Taj Mahal is a 1999 Tamil-language romantic drama film directed by Bharathiraja. The film stars his son, Manoj, and Riya Sen in their debut as lead actors, with a supporting ensemble cast including Revathi, Raadhika, and Ranjitha. The film was written by Mani Ratnam while the music was composed by A. R. Rahman and B. Kannan handled the camera. The story of the film revolved around two clashing communities and two lovers caught in the vortex of their rivalry. The film was released during Diwali in 1999 and fared poorly at the box office.

Plot
Thiruppaachi and Sengulam are neighboring villages with a history of enmity between them. Maayan and Machakanni meet on the day of her engagement and it is love at first sight. Her marriage itself gets called off when the groom and his family insult Machakanni's family and her romance with Maayan continues. However, when her brother finds out about him, all hell breaks loose. The turned-down bridegroom is still itching for revenge and figuring out that the only way to extract it is to marry Machakanni, he pleads for forgiveness and succeeds in melting her brother's heart. The marriage is finalised but Maayan's friends swear to unite the star-crossed lovers. There is also a subplot of Maayan's aunt trying to get her daughter married off to Maayan.

Cast

Production
Bharathiraja introduced his son Manoj as an actor with the film, stating that his son should appear as an actor before fulfilling his dreams of working as a part of the crew. Riya Sen, daughter of Hindi actress Moon Moon Sen was signed on to play the leading female role. Leading film-maker Mani Ratnam wrote the story for the film, while Rajiv Menon was also involved in initial script discussions but opted out after the film became a village-centric project. A. R. Rahman was signed to score the music while veteran cinematographers B. Kannan and Madhu Ambat also signed the project, ending a long hiatus in Tamil films. The team started pre-production work in late 1997 and shooting began in 1998, with the project becoming Janani Cine Arts' most expensive production to date.

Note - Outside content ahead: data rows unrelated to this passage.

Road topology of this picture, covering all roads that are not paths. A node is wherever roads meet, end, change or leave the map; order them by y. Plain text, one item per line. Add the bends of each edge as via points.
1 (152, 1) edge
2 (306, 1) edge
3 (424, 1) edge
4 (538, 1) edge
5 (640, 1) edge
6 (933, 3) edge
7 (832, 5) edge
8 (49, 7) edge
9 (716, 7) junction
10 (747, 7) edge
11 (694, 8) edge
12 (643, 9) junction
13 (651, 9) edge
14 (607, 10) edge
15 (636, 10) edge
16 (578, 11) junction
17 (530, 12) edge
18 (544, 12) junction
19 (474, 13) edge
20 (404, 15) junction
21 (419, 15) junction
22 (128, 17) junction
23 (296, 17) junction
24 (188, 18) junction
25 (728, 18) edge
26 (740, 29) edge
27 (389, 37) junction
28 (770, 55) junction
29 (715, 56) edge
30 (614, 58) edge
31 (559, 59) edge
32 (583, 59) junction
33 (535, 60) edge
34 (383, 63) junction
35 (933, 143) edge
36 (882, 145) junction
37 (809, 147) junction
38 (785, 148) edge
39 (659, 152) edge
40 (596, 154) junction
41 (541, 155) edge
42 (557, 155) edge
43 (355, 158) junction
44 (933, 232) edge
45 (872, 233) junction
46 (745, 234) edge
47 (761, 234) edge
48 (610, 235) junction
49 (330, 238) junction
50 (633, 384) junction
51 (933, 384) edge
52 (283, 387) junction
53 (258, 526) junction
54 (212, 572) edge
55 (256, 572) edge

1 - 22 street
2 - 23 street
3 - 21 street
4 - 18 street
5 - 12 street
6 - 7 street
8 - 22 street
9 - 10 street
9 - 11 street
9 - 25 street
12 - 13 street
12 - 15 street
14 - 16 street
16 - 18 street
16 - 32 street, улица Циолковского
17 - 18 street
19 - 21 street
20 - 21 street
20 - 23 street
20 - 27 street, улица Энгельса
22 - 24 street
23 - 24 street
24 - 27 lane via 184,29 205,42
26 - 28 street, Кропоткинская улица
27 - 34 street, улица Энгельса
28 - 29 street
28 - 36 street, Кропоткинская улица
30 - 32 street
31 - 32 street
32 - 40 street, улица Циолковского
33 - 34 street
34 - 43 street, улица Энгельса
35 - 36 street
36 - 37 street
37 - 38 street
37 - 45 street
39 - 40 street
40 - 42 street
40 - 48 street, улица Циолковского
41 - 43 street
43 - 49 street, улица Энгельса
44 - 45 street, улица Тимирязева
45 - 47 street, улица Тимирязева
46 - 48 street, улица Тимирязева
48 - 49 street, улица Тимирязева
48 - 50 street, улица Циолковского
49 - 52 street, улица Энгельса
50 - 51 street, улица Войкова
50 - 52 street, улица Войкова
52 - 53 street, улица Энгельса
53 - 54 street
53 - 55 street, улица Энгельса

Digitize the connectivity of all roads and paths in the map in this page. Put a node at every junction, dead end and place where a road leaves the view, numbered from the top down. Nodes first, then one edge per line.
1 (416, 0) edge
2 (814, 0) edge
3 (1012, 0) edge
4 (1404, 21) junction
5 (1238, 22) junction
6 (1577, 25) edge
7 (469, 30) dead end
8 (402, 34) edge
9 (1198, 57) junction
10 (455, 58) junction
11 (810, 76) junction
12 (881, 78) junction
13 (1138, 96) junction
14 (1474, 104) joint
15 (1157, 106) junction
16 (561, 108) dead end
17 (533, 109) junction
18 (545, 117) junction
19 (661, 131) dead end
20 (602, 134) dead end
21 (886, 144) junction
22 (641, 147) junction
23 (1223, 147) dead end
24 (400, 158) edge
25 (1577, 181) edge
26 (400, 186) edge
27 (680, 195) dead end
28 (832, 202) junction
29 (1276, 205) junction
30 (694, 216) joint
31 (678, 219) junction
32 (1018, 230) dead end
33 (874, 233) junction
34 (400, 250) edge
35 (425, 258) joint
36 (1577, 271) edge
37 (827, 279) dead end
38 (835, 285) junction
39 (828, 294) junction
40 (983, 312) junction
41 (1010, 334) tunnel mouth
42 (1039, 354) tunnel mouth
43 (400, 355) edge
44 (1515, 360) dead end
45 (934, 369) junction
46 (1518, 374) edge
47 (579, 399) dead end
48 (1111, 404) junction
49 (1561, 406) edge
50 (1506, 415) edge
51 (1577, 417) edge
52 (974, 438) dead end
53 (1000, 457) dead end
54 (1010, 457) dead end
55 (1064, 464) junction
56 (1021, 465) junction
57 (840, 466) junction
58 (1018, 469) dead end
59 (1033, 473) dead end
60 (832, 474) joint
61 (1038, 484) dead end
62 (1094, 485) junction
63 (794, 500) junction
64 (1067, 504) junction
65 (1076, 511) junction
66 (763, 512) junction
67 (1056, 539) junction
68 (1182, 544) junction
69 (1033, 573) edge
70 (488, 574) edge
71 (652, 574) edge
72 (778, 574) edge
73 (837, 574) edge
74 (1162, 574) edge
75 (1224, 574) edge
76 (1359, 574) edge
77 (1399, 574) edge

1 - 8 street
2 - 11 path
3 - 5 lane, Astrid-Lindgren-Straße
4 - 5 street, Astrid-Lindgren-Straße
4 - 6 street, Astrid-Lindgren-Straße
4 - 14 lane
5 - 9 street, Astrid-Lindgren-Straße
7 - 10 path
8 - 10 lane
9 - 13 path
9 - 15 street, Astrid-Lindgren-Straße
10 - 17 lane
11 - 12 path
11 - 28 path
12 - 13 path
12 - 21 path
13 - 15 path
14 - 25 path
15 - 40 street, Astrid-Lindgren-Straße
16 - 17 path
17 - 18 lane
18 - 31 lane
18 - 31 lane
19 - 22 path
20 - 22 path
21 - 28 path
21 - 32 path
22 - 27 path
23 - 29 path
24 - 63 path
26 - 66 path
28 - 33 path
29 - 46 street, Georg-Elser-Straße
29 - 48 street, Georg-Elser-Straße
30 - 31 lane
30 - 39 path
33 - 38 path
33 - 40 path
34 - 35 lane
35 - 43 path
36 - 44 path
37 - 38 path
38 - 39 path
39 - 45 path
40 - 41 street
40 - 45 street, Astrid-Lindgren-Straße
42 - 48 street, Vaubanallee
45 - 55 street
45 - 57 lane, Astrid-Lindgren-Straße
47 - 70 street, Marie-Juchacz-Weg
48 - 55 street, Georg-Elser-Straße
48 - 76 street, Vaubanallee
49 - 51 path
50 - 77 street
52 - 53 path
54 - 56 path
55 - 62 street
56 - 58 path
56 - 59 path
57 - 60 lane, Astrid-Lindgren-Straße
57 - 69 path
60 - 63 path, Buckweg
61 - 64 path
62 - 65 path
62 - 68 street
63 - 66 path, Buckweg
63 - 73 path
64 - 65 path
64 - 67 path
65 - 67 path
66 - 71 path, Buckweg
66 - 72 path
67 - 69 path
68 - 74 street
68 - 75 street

During production, Bharathiraja considered giving his son a stage name of Manibharathi, but ultimately opted against doing so. An exact replica of the Taj Mahal on Marina beach in Madras for a song sequence. The film was shot across areas including Kulu Manali, Badhami, Hampi, Bellari and Poomparai.

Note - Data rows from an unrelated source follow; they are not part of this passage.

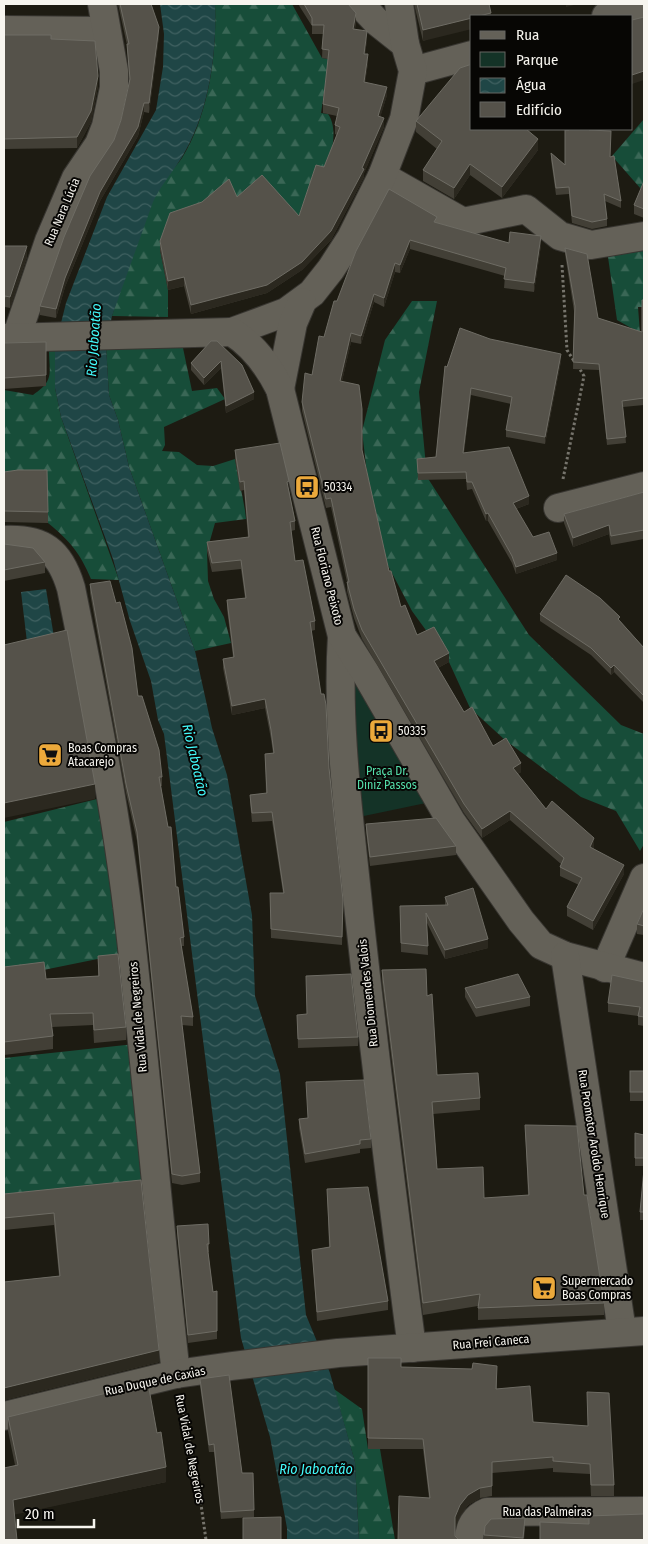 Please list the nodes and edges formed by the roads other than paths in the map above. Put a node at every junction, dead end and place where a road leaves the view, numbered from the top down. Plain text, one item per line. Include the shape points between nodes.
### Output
1 (102, 4) edge
2 (360, 4) edge
3 (399, 4) edge
4 (644, 6) edge
5 (610, 15) edge
6 (4, 30) edge
7 (106, 31) junction
8 (405, 44) junction
9 (470, 56) edge
10 (413, 71) junction
11 (382, 176) junction
12 (644, 236) edge
13 (302, 302) junction
14 (232, 332) junction
15 (10, 338) edge
16 (280, 389) junction
17 (644, 486) edge
18 (558, 508) road end
19 (4, 540) edge
20 (342, 636) junction
21 (644, 878) edge
22 (565, 956) junction
23 (605, 968) junction
24 (644, 977) edge
25 (637, 1336) edge
26 (412, 1348) junction
27 (338, 1353) joint
28 (176, 1374) junction
29 (4, 1416) edge
30 (644, 1511) edge
31 (469, 1540) edge

1 - 7 street, Rua Nara Lúcia
2 - 8 street
3 - 8 street
4 - 5 street
6 - 7 street
7 - 15 street, Rua Nara Lúcia via 111,47 114,88 106,126 99,144 76,178
8 - 10 street
9 - 10 street
10 - 11 street via 404,119
11 - 12 street via 463,222 526,209 560,236 591,245
11 - 13 street via 331,270
13 - 14 street via 286,312
13 - 16 street via 293,323
14 - 15 street
14 - 16 street, Rua Floriano Peixoto via 258,353
16 - 20 street, Rua Floriano Peixoto
17 - 18 street
19 - 28 street, Rua Vidal de Negreiros via 34,542 49,548 71,588 106,760 129,919
20 - 22 street, Rua Floriano Peixoto via 451,821 541,945
20 - 26 street, Rua Diomendes Valois via 339,694 348,809 378,1087
21 - 23 street
22 - 23 street, Rua Floriano Peixoto
22 - 25 street, Rua Promotor Aroldo Henrique
23 - 24 street, Rua Floriano Peixoto
25 - 26 street, Rua Frei Caneca
26 - 27 street, Rua Frei Caneca
27 - 28 street, Rua Duque de Caxias
28 - 29 street, Rua Duque de Caxias
30 - 31 street, Rua das Palmeiras via 487,1512 477,1516 469,1532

The film was initially slated to face a box office battle with several other big films, notably Kamal Haasan's Hey Ram, Mani Ratnam's Alaipayuthey, Rajiv Menon's Kandukondain Kandukondain, and Shankar's Mudhalvan, but the delay of the first three gave Taj Mahal a possible leeway to become a success.

Release
The New Indian Express gave the film a mixed review citing that it was "vintage Bharatiraja at his best", while also adding that Riya Sen "shines in spite of an alien language and the totally strange cultural milieu in which she is placed". The reviewer adds that "song picturisation is brilliant and Revathy and Radhika, both favourite ex-heroines of the director, put up an impressive show." The critic also labels that the "only eyesore is hero Manoj" and that "Bharatiraja has been a little over-ambitious here and could have edited at least 20% of the film, including many unnecessary action scenes."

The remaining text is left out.